Steam-activated FeMFI zeolites. Evolution of iron species and activity in direct N 2O decomposition

Abstract

In this paper the effect of the composition and steaming conditions of FeMFI catalysts on activity in direct N 2O decomposition is investigated. MFI zeolites with different framework compositions (FeAlSi, FeGaSi, and FeSi) and without iron (<0.002 wt% Fe in the final catalyst) were activated at different temperatures (673–1273 K) and partial steam pressures (20–500 mbar). Extra-framework Fe is essential for high catalytic activity in direct N 2O decomposition, while Lewis and Brønsted acidic sites play a minor role. Optimized activity was obtained at lower activation temperatures for the iron zeolites containing Al and Ga (873–923 K) than in the purely siliceous zeolite catalyst (1123 K), indicating relatively high stability of Fe in the silicalite framework. High partial steam pressures (>100 mbar H 2O in N 2) favor the extraction of framework iron, enabling the application of lower activation temperatures. The optimum temperature during steam activation is that at which extraction of framework iron is complete without extensive clustering of extra-framework iron species into oxide particles, as was demonstrated by transmission electron microscopy and electrochemical characterization of the samples.
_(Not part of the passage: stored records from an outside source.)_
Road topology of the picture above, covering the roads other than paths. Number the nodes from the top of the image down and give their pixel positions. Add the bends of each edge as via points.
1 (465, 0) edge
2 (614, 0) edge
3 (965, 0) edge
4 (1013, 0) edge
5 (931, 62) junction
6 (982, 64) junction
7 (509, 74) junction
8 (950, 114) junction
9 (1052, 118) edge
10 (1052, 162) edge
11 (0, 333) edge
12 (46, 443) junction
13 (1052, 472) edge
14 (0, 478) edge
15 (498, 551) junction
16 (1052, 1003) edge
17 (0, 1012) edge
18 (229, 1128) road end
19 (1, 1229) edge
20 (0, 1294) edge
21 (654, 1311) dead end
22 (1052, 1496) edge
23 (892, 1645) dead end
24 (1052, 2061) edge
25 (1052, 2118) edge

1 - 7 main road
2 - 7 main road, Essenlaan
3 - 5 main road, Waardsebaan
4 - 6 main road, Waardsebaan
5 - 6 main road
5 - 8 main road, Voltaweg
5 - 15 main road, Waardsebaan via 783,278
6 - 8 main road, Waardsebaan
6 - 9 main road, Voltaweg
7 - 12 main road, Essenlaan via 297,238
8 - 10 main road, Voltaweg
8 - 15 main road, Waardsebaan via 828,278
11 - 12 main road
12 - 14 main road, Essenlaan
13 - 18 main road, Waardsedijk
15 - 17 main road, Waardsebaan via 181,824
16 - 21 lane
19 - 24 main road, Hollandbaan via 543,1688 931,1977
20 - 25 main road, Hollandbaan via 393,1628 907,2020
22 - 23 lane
Additional experiments showed an increase in activity as a function of decreasing crystal size of the zeolite, indicating the presence of intracrystalline transport limitations. Furthermore, higher N 2O decomposition activities can be obtained by the application of a novel alkaline post-treatment of the steamed catalyst to further improve the catalyst accessibility by creation of mesopores. Implications of the results for the nature of the active Fe-site in direct N 2O decomposition are discussed. Our observations suggest that small intrazeolitic iron species in extra-framework positions are crucial in direct N 2O decomposition.